Y'all know I adore TJ. And y'all know he's totally worth the hype. I don't know one person that doesn't just love the guy. Well, maybe a couple, but they're obviously on meth or something...
I knew he was an amazing match for me, but I wasn't quite prepared for the absolute perfection that he is as a father. I don't know that I ever even dreamed in my head what it would be like when we brought that little 6 pound bundle of pink home from the hospital, but he has surpassed any expectation or idea that I had or didn't know to have.

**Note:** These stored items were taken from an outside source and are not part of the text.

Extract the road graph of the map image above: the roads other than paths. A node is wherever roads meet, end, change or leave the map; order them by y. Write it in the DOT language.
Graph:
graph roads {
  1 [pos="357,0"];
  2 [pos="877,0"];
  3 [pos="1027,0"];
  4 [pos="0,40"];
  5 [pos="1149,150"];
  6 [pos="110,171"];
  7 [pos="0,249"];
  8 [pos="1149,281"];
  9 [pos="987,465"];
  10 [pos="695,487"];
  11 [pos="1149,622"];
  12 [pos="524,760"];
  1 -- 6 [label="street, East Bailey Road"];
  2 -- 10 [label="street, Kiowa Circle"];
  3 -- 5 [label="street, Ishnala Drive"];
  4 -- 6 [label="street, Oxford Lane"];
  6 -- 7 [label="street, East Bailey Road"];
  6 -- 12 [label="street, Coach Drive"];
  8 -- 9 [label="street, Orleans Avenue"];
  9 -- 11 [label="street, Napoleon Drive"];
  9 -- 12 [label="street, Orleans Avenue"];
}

With Faith, he was the one that was automatically comfortable in his parent skin. He just instinctively knew what to do. And that worked out fantastically because all I could do was crawl out of bed, bawl like a baby and second guess every decision I made. Even when we were both at a loss, he calmly walked us through every decision. I remember one time Faith was so sick and TJ was at the fire station and I called him and told him I was taking her to the ER. He changed out of his uniform and beat me to the hospital from the city. He just held her and rocked her and loved on her the entire time and she was immediately calm. And after he made everything better, he kissed us goodbye and went back to the station to work. He is the one that gets to stay with her during the day when she's sick. He is the one she calls out to in the night when she has bad dreams. He's the best swing pusher, kite flyer, trampoline jumper, and pillow fighter. He also can get her hair into the best side pony I've seen.

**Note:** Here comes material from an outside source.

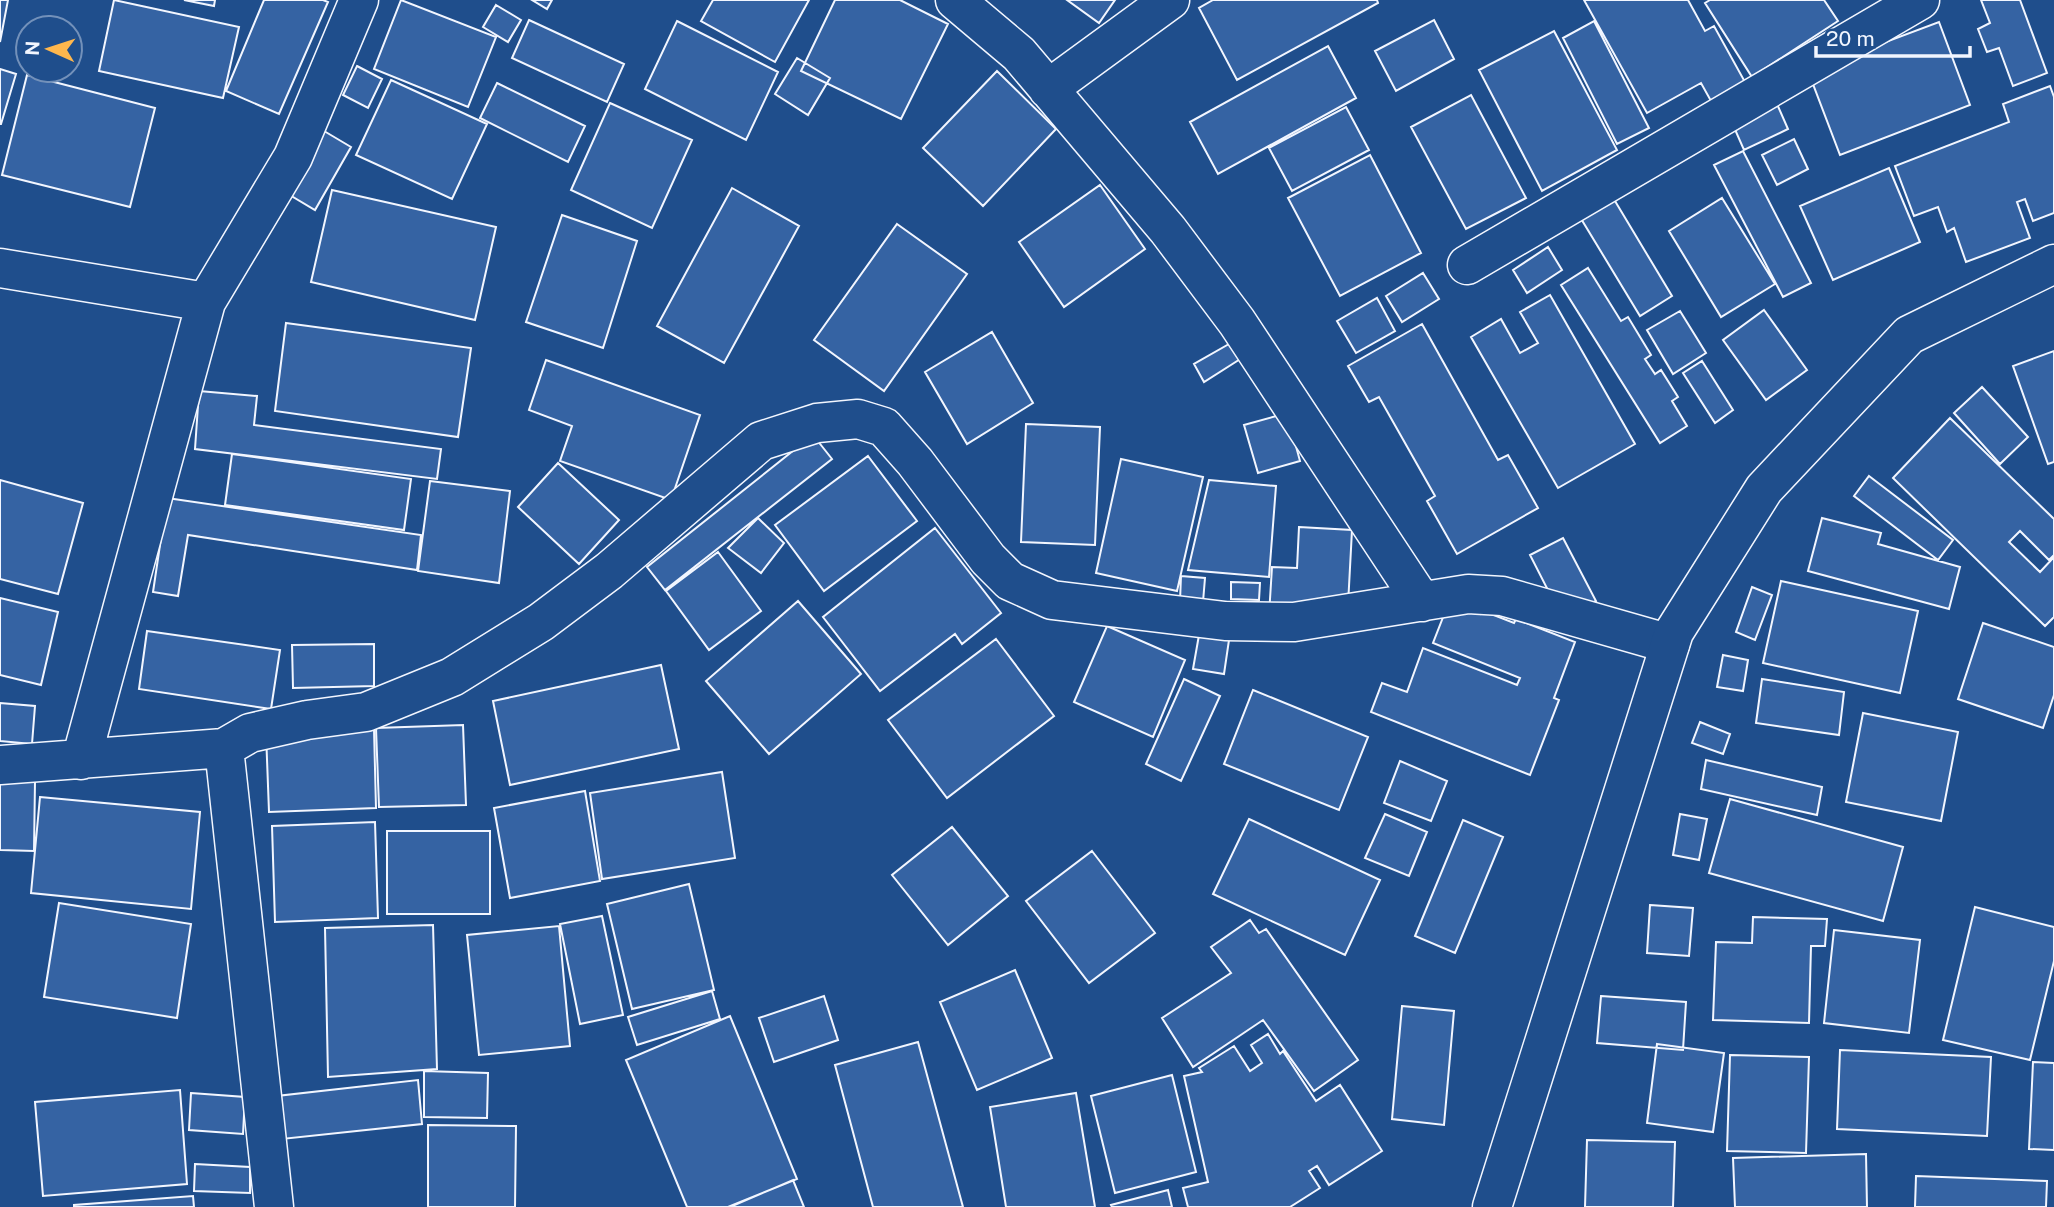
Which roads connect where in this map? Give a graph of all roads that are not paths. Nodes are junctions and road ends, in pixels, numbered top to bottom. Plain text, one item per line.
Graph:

When I think about Faith, I think one day she is going to like boys. Then guys. Then men. And I freak out a little. Then I breathe in a bag and remember that her daddy has taught her well. And that every guy she dates is going to be set on an invisible scale and that her daddy is going to be the one they're measured up against. A daddy who loves God and loves her like God does. A daddy who has many, many guns that he can shoot very precisely from long distances.
And then there's our little Si Guy. TJ says that from the minute he was born, it feels different to be a dad to a boy. I don't see that. He is just as amazing with Silas, but in different ways. Just the other day he had worked a shift at the station, then came home exhausted to me leaving for work. Silas wasn't feeling so great and we were about to go out of town so he called the doctor and made and appointment to double check to make sure he was just teething. Turns out- not so much. He was sick. TJ got everything we needed to make sure our trip would be okay and that Silas would feel better. And even though he was still sick, when I got home, our little guy had a smile on his face in his daddy's arms. (Not to mention, that when I got home, he took Faith outside to play, fixed her broken kite and flew it with her for an hour. He's just awesome like that.)

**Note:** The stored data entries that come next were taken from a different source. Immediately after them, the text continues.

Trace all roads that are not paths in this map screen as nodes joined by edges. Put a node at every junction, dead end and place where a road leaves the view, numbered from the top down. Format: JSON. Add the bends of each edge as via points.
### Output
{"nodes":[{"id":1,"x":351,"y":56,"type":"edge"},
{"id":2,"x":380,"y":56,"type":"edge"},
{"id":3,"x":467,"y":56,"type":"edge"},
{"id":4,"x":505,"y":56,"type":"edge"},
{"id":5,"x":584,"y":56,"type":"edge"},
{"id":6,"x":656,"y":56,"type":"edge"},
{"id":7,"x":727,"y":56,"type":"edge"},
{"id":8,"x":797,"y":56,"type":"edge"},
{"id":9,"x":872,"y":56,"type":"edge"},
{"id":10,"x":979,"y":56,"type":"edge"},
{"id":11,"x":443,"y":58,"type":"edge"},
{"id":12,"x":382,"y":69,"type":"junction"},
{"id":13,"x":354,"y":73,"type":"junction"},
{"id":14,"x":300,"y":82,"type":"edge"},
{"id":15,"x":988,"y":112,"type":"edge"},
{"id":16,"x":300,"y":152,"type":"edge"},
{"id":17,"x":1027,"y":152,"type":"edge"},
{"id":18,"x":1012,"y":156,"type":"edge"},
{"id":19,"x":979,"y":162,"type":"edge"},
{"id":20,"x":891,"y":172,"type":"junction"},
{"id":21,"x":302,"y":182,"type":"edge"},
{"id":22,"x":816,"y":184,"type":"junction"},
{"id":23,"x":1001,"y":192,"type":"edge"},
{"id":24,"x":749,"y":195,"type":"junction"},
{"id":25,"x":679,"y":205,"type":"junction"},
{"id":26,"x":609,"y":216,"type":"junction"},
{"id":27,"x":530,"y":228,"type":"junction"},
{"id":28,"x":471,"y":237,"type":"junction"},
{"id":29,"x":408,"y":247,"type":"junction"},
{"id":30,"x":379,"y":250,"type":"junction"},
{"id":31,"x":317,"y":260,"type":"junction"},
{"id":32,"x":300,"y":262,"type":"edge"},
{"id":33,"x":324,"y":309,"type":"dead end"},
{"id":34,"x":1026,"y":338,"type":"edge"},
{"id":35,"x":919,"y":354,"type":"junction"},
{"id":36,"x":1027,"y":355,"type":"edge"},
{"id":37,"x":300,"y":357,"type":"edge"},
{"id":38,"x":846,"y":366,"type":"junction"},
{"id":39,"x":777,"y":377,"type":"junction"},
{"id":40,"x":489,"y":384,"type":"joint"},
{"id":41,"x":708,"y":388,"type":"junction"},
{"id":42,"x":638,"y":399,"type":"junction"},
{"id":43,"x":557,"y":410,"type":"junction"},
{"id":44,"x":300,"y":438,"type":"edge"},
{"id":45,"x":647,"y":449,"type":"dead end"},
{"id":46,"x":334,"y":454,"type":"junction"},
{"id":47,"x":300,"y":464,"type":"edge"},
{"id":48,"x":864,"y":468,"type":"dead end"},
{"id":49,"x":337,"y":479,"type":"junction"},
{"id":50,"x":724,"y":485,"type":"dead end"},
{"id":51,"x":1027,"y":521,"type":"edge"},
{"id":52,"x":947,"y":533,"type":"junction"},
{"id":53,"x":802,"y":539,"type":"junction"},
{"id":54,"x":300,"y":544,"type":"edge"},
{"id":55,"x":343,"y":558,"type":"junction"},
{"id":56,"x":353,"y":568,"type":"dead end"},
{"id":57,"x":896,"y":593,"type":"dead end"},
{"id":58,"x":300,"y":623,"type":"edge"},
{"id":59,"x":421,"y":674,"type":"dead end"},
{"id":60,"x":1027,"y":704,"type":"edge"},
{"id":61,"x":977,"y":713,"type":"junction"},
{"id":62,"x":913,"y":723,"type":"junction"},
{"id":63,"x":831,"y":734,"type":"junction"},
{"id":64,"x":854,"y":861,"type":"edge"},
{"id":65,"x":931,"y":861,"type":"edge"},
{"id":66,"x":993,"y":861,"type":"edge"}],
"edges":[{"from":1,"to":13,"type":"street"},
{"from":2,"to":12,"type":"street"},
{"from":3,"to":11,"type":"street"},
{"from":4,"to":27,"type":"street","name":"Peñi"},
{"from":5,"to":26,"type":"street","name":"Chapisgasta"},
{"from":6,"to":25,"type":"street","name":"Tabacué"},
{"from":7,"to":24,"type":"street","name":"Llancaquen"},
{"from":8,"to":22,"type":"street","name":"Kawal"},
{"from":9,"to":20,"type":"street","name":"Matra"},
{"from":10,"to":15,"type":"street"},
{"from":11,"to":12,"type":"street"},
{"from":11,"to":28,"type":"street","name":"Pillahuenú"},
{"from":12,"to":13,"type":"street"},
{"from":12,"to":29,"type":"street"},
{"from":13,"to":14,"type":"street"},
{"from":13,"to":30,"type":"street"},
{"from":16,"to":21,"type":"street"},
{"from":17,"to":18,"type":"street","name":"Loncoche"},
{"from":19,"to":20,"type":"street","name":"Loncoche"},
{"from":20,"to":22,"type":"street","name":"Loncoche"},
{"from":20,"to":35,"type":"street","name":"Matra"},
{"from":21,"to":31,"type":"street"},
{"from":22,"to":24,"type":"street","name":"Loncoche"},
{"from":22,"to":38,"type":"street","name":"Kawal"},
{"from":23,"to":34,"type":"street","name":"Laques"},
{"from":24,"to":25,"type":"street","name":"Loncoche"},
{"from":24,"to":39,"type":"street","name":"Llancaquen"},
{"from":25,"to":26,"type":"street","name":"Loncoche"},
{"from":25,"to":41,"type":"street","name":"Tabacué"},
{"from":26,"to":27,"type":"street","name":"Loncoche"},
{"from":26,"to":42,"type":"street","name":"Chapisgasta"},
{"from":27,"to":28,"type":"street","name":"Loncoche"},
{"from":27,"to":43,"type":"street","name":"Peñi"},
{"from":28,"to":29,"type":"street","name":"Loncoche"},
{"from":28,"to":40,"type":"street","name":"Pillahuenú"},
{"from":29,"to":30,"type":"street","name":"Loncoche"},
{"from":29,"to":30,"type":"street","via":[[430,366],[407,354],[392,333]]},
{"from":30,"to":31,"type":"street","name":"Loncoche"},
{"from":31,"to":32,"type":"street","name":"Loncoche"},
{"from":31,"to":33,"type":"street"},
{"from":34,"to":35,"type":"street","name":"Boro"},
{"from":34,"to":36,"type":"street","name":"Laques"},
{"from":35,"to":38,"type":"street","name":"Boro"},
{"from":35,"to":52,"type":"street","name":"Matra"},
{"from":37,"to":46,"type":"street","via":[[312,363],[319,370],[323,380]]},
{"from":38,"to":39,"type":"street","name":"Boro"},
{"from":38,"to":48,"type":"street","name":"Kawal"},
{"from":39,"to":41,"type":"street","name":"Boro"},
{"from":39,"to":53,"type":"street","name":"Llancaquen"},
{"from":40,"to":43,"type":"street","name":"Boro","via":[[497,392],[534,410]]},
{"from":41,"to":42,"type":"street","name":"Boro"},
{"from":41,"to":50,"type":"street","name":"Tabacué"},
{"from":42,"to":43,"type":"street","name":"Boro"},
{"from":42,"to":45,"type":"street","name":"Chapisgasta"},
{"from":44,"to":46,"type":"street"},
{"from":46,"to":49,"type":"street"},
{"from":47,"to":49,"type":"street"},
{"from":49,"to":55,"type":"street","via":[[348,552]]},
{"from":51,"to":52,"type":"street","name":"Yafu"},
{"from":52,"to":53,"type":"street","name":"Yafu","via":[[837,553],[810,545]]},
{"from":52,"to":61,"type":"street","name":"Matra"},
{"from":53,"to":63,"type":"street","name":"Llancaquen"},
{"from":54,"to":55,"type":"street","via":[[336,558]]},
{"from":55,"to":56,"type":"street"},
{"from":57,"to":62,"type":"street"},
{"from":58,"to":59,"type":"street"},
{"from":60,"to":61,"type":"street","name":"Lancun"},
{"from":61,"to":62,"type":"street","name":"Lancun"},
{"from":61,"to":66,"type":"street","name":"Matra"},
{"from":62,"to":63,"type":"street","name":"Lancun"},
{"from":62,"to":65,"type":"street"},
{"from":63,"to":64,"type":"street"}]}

Oh, Si Bear. He's learning from one of the greatest of all time. And I don't expect Silas to grow up and be a carbon copy of TJ. I expect him to be Silas, rooted in what was most important in life (with a healthy affection for Ford Mustangs.) Ya know, the father of the prodigal son had two sons. The son who stayed home made the right decision every time he was presented with a choice. He worked hard for his daddy, probably stayed up talking with him and had an amazing relationship with him. Then there was the son who wanted to take what his dad had worked hard for and leave. Take life by the horns. Find his own way. Create his own path. But at the end of the day, they both knew what their daddy stood for and that he loved them with an everlasting love. And so I'm confident that whether Silas is just like his daddy or not, he will know he loves him just like Jesus loves him and be rooted in that.
So that's what its like around here on Father's Day. Basically fatherly perfection bottled in a tall, tan, and camo- clad body.